** Opening RECORDS SHOWN block **
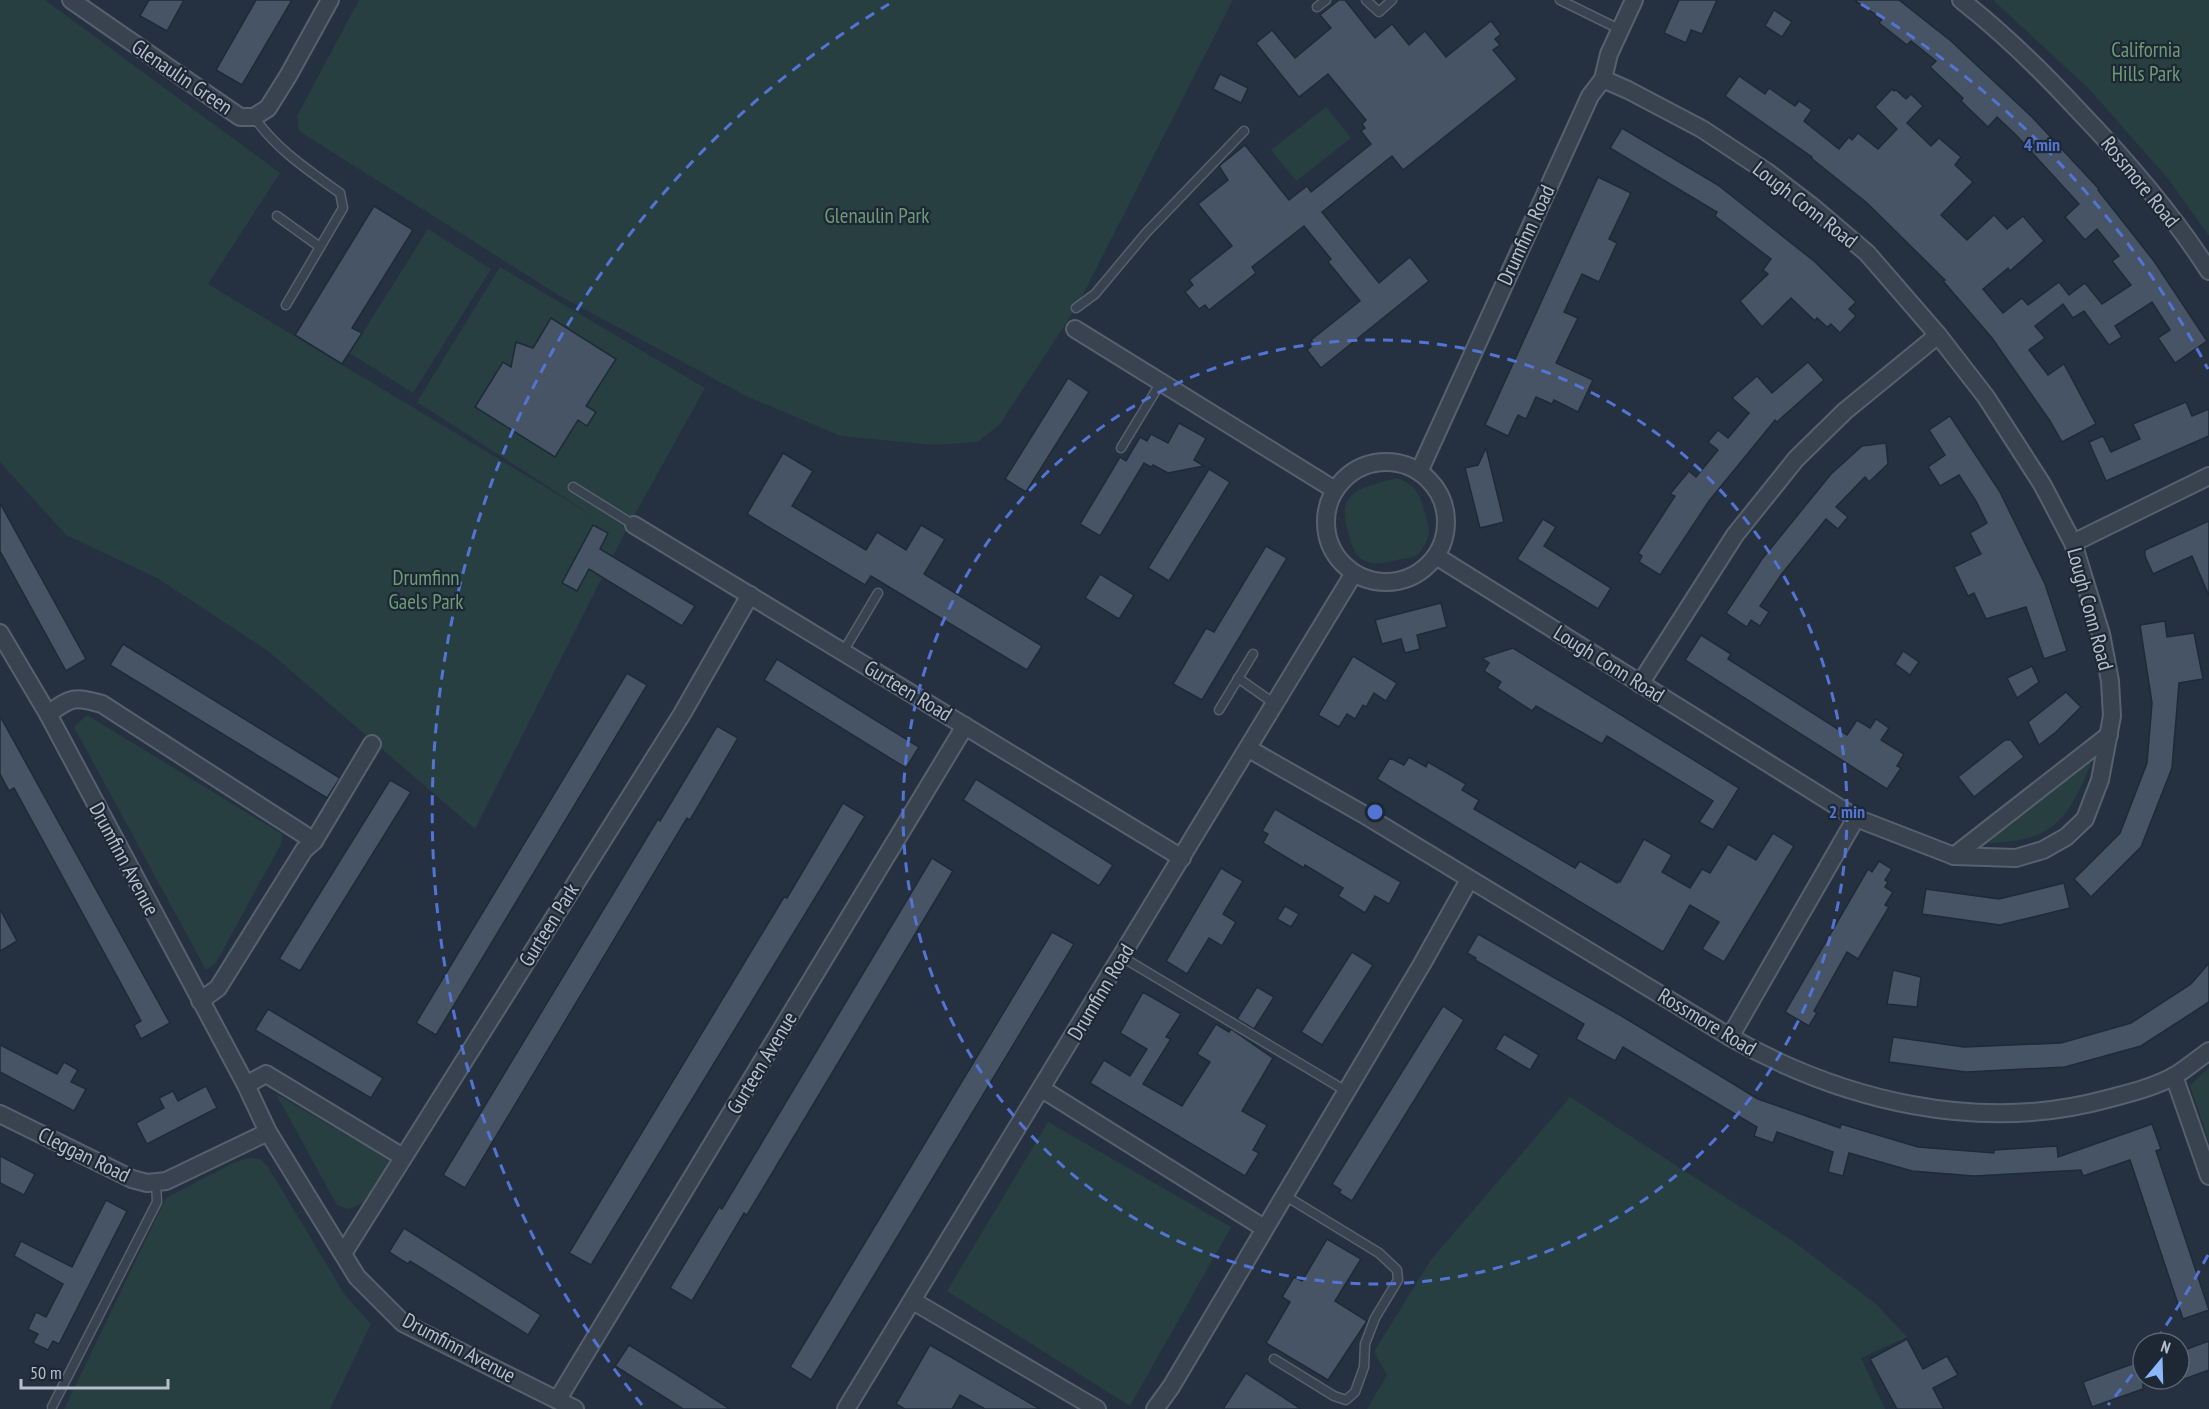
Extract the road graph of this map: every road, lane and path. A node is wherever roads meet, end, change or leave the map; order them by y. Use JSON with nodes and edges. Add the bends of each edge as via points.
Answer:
{"nodes":[{"id":1,"x":71,"y":0,"type":"edge"},
{"id":2,"x":330,"y":0,"type":"edge"},
{"id":3,"x":1326,"y":0,"type":"edge"},
{"id":4,"x":1366,"y":0,"type":"edge"},
{"id":5,"x":1392,"y":0,"type":"edge"},
{"id":6,"x":1560,"y":0,"type":"edge"},
{"id":7,"x":1634,"y":0,"type":"edge"},
{"id":8,"x":1961,"y":0,"type":"edge"},
{"id":9,"x":89,"y":6,"type":"edge"},
{"id":10,"x":1317,"y":7,"type":"dead end"},
{"id":11,"x":1621,"y":30,"type":"junction"},
{"id":12,"x":1603,"y":79,"type":"junction"},
{"id":13,"x":254,"y":117,"type":"junction"},
{"id":14,"x":1244,"y":132,"type":"dead end"},
{"id":15,"x":277,"y":216,"type":"dead end"},
{"id":16,"x":320,"y":247,"type":"junction"},
{"id":17,"x":2209,"y":271,"type":"edge"},
{"id":18,"x":286,"y":305,"type":"dead end"},
{"id":19,"x":1076,"y":308,"type":"dead end"},
{"id":20,"x":1076,"y":329,"type":"dead end"},
{"id":21,"x":1938,"y":335,"type":"junction"},
{"id":22,"x":1161,"y":382,"type":"junction"},
{"id":23,"x":1121,"y":448,"type":"dead end"},
{"id":24,"x":1419,"y":472,"type":"junction"},
{"id":25,"x":2209,"y":476,"type":"edge"},
{"id":26,"x":573,"y":487,"type":"dead end"},
{"id":27,"x":1335,"y":490,"type":"junction"},
{"id":28,"x":634,"y":525,"type":"joint"},
{"id":29,"x":2073,"y":543,"type":"junction"},
{"id":30,"x":1436,"y":556,"type":"junction"},
{"id":31,"x":1354,"y":573,"type":"junction"},
{"id":32,"x":878,"y":593,"type":"dead end"},
{"id":33,"x":750,"y":596,"type":"junction"},
{"id":34,"x":0,"y":633,"type":"edge"},
{"id":35,"x":843,"y":652,"type":"junction"},
{"id":36,"x":1253,"y":654,"type":"dead end"},
{"id":37,"x":1238,"y":678,"type":"junction"},
{"id":38,"x":1640,"y":684,"type":"junction"},
{"id":39,"x":1275,"y":705,"type":"junction"},
{"id":40,"x":1219,"y":710,"type":"dead end"},
{"id":41,"x":48,"y":714,"type":"junction"},
{"id":42,"x":965,"y":726,"type":"junction"},
{"id":43,"x":2109,"y":735,"type":"junction"},
{"id":44,"x":372,"y":744,"type":"dead end"},
{"id":45,"x":1249,"y":749,"type":"junction"},
{"id":46,"x":1856,"y":818,"type":"junction"},
{"id":47,"x":314,"y":841,"type":"junction"},
{"id":48,"x":1954,"y":856,"type":"junction"},
{"id":49,"x":1182,"y":858,"type":"junction"},
{"id":50,"x":1469,"y":880,"type":"junction"},
{"id":51,"x":1122,"y":957,"type":"junction"},
{"id":52,"x":200,"y":1001,"type":"junction"},
{"id":53,"x":1730,"y":1037,"type":"junction"},
{"id":54,"x":2209,"y":1051,"type":"edge"},
{"id":55,"x":2174,"y":1076,"type":"junction"},
{"id":56,"x":246,"y":1085,"type":"junction"},
{"id":57,"x":1042,"y":1089,"type":"junction"},
{"id":58,"x":1346,"y":1091,"type":"junction"},
{"id":59,"x":0,"y":1114,"type":"edge"},
{"id":60,"x":268,"y":1132,"type":"junction"},
{"id":61,"x":403,"y":1158,"type":"junction"},
{"id":62,"x":2209,"y":1176,"type":"edge"},
{"id":63,"x":156,"y":1182,"type":"junction"},
{"id":64,"x":1284,"y":1194,"type":"junction"},
{"id":65,"x":1264,"y":1228,"type":"junction"},
{"id":66,"x":344,"y":1252,"type":"junction"},
{"id":67,"x":913,"y":1300,"type":"junction"},
{"id":68,"x":1274,"y":1359,"type":"dead end"},
{"id":69,"x":558,"y":1399,"type":"junction"},
{"id":70,"x":52,"y":1407,"type":"dead end"},
{"id":71,"x":575,"y":1409,"type":"edge"},
{"id":72,"x":846,"y":1409,"type":"edge"},
{"id":73,"x":1097,"y":1409,"type":"edge"},
{"id":74,"x":1155,"y":1409,"type":"edge"}],
"edges":[{"from":1,"to":9,"type":"street","name":"Glenaulin Green"},
{"from":2,"to":13,"type":"street","name":"Glenaulin Green","via":[[268,108]]},
{"from":3,"to":10,"type":"lane"},
{"from":4,"to":5,"type":"lane","via":[[1379,12]]},
{"from":6,"to":11,"type":"lane"},
{"from":7,"to":11,"type":"street","name":"Drumfinn Road"},
{"from":8,"to":17,"type":"street","name":"Rossmore Road","via":[[2039,69],[2122,156]]},
{"from":9,"to":13,"type":"street","name":"Glenaulin Green","via":[[240,117]]},
{"from":11,"to":12,"type":"street","name":"Drumfinn Road"},
{"from":12,"to":21,"type":"street","name":"Lough Conn Road","via":[[1702,129],[1767,172],[1867,253]]},
{"from":12,"to":24,"type":"street","name":"Drumfinn Road","via":[[1590,96]]},
{"from":13,"to":16,"type":"lane","via":[[266,135],[292,159],[340,193],[343,208]]},
{"from":14,"to":19,"type":"lane","via":[[1146,233],[1095,294]]},
{"from":15,"to":16,"type":"lane"},
{"from":16,"to":18,"type":"lane"},
{"from":20,"to":22,"type":"street"},
{"from":21,"to":29,"type":"street","name":"Lough Conn Road","via":[[2013,438]]},
{"from":21,"to":38,"type":"street","via":[[1845,411],[1796,459],[1735,535]]},
{"from":22,"to":23,"type":"lane"},
{"from":22,"to":27,"type":"street"},
{"from":24,"to":27,"type":"street","via":[[1402,464],[1364,466],[1348,475]]},
{"from":24,"to":30,"type":"street","via":[[1433,484],[1443,501],[1444,538]]},
{"from":25,"to":29,"type":"street"},
{"from":26,"to":28,"type":"lane"},
{"from":27,"to":31,"type":"street","via":[[1326,526],[1330,544],[1340,561]]},
{"from":28,"to":33,"type":"street","name":"Gurteen Road"},
{"from":29,"to":43,"type":"street","name":"Lough Conn Road","via":[[2101,634],[2110,681]]},
{"from":30,"to":31,"type":"street","via":[[1408,578],[1389,582]]},
{"from":30,"to":38,"type":"street","name":"Lough Conn Road"},
{"from":31,"to":39,"type":"street","name":"Drumfinn Road"},
{"from":32,"to":35,"type":"lane"},
{"from":33,"to":35,"type":"street","name":"Gurteen Road"},
{"from":33,"to":61,"type":"street","name":"Gurteen Park","via":[[682,714]]},
{"from":34,"to":41,"type":"street","name":"Drumfinn Avenue"},
{"from":35,"to":42,"type":"street","name":"Gurteen Road"},
{"from":36,"to":37,"type":"lane"},
{"from":37,"to":39,"type":"lane"},
{"from":37,"to":40,"type":"lane"},
{"from":38,"to":46,"type":"street","name":"Lough Conn Road"},
{"from":39,"to":45,"type":"street","name":"Drumfinn Road"},
{"from":41,"to":47,"type":"street","via":[[69,699],[102,704]]},
{"from":41,"to":52,"type":"street","name":"Drumfinn Avenue"},
{"from":42,"to":49,"type":"street","name":"Gurteen Road"},
{"from":42,"to":69,"type":"street","name":"Gurteen Avenue"},
{"from":43,"to":48,"type":"street"},
{"from":43,"to":48,"type":"street","name":"Lough Conn Road","via":[[2100,780],[2085,819],[2067,837],[2016,858]]},
{"from":44,"to":47,"type":"street"},
{"from":45,"to":49,"type":"street","name":"Drumfinn Road"},
{"from":45,"to":50,"type":"street","name":"Rossmore Road"},
{"from":46,"to":48,"type":"street","name":"Lough Conn Road"},
{"from":46,"to":53,"type":"street"},
{"from":47,"to":52,"type":"street","via":[[304,850],[218,988]]},
{"from":49,"to":51,"type":"street","name":"Drumfinn Road"},
{"from":50,"to":53,"type":"street","name":"Rossmore Road"},
{"from":50,"to":58,"type":"street"},
{"from":51,"to":57,"type":"street","name":"Drumfinn Road"},
{"from":51,"to":58,"type":"lane"},
{"from":52,"to":56,"type":"street","name":"Drumfinn Avenue"},
{"from":53,"to":55,"type":"street","name":"Rossmore Road","via":[[1766,1058],[1834,1086],[1897,1103],[1954,1112],[2076,1108],[2138,1091]]},
{"from":54,"to":55,"type":"street","name":"Rossmore Road"},
{"from":55,"to":62,"type":"street"},
{"from":56,"to":60,"type":"street","name":"Drumfinn Avenue"},
{"from":56,"to":61,"type":"street","via":[[266,1074]]},
{"from":57,"to":65,"type":"street"},
{"from":57,"to":67,"type":"street","name":"Drumfinn Road"},
{"from":58,"to":64,"type":"street"},
{"from":59,"to":63,"type":"street","name":"Cleggan Road","via":[[132,1179]]},
{"from":60,"to":63,"type":"street","name":"Cleggan Road","via":[[166,1181]]},
{"from":60,"to":66,"type":"street","name":"Drumfinn Avenue"},
{"from":61,"to":66,"type":"street","name":"Gurteen Park"},
{"from":63,"to":70,"type":"lane","via":[[157,1202]]},
{"from":64,"to":65,"type":"street"},
{"from":64,"to":68,"type":"lane","via":[[1379,1253],[1398,1270],[1398,1280],[1375,1318],[1365,1344],[1364,1367],[1355,1392],[1346,1400]]},
{"from":65,"to":74,"type":"street"},
{"from":66,"to":69,"type":"street","name":"Drumfinn Avenue","via":[[357,1277],[403,1323]]},
{"from":67,"to":72,"type":"street","name":"Drumfinn Road"},
{"from":67,"to":73,"type":"street"},
{"from":69,"to":71,"type":"street","name":"Drumfinn Avenue"}]}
** Closing RECORDS SHOWN block **
DIRECTIONS:
Each line above with the string "nodes" in it should be located and copied.

WRITTEN ANSWER:
Extract the road graph of this map: every road, lane and path. A node is wherever roads meet, end, change or leave the map; order them by y. Use JSON with nodes and edges. Add the bends of each edge as via points.
{"nodes":[{"id":1,"x":71,"y":0,"type":"edge"},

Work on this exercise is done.